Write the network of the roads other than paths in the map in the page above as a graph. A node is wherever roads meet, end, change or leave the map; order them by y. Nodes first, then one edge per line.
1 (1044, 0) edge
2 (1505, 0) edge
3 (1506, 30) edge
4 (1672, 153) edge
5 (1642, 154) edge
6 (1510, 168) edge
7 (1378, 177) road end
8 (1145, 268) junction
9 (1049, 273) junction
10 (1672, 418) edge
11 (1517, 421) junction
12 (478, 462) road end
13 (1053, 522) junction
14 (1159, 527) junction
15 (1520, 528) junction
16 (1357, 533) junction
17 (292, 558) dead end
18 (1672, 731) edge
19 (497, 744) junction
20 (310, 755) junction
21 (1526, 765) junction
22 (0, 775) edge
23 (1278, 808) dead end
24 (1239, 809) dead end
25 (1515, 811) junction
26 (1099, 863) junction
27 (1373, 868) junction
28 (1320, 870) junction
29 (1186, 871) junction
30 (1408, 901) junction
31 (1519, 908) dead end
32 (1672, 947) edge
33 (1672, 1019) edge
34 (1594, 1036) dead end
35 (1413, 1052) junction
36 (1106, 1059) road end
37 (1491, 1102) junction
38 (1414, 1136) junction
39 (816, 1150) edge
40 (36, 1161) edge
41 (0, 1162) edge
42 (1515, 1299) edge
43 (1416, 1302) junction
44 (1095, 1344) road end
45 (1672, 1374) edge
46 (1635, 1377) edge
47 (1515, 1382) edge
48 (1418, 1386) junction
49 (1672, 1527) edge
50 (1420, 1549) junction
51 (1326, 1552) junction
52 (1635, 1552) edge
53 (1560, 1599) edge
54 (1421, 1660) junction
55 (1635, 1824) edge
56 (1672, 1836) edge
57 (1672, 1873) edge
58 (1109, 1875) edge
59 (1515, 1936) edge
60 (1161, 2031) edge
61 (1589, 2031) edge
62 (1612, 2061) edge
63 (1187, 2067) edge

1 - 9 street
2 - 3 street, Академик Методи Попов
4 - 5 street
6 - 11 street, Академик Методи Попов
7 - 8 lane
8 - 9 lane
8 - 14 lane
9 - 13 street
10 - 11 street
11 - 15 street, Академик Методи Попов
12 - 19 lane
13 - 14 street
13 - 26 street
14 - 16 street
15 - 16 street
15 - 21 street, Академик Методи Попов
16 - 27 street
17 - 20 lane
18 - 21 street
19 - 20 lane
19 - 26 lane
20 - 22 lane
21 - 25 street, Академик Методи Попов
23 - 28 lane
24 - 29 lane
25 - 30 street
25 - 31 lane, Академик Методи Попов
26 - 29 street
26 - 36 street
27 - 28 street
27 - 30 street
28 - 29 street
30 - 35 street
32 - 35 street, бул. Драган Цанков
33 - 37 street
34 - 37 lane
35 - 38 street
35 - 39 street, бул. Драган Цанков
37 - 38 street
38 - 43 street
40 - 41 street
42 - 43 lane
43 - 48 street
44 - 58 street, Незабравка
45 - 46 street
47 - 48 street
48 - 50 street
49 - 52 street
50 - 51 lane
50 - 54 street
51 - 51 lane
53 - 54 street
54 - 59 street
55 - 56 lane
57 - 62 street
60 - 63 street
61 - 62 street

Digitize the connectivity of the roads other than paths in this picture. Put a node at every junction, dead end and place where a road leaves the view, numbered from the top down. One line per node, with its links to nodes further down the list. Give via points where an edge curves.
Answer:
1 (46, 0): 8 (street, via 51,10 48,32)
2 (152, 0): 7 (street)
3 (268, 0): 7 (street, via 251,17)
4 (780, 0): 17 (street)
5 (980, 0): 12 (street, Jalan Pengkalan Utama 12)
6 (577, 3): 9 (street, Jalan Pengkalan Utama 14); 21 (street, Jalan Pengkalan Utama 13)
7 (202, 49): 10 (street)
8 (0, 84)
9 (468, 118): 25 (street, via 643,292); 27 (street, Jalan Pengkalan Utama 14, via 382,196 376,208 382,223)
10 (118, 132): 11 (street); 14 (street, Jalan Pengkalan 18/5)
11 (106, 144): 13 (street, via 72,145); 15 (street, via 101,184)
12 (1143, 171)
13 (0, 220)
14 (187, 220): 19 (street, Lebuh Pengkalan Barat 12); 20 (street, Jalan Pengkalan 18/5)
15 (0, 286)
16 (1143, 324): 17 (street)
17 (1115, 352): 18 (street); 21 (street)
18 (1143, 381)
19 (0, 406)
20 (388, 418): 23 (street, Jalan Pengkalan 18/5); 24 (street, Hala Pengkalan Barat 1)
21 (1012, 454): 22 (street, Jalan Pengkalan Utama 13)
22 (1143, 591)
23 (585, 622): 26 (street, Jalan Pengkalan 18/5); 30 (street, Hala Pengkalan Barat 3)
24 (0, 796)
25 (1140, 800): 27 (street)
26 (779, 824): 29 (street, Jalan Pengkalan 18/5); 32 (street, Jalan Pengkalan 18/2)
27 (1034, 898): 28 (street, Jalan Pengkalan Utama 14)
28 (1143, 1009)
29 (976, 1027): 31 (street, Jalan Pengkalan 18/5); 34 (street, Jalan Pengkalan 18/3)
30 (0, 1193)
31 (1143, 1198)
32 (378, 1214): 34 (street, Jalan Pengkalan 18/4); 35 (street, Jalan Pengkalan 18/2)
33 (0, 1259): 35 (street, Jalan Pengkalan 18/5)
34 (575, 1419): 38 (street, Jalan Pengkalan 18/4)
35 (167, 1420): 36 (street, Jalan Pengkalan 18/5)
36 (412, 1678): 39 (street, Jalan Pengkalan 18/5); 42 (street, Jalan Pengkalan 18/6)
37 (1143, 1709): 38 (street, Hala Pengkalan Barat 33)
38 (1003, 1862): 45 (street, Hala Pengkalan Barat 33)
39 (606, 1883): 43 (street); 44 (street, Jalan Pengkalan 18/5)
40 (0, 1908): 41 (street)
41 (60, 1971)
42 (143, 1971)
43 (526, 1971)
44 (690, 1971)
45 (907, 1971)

----------

What is the number of lines in the records that include the word "Методи"? Answer with that number only.

* _RESULT FOR THIS EXERCISE_
6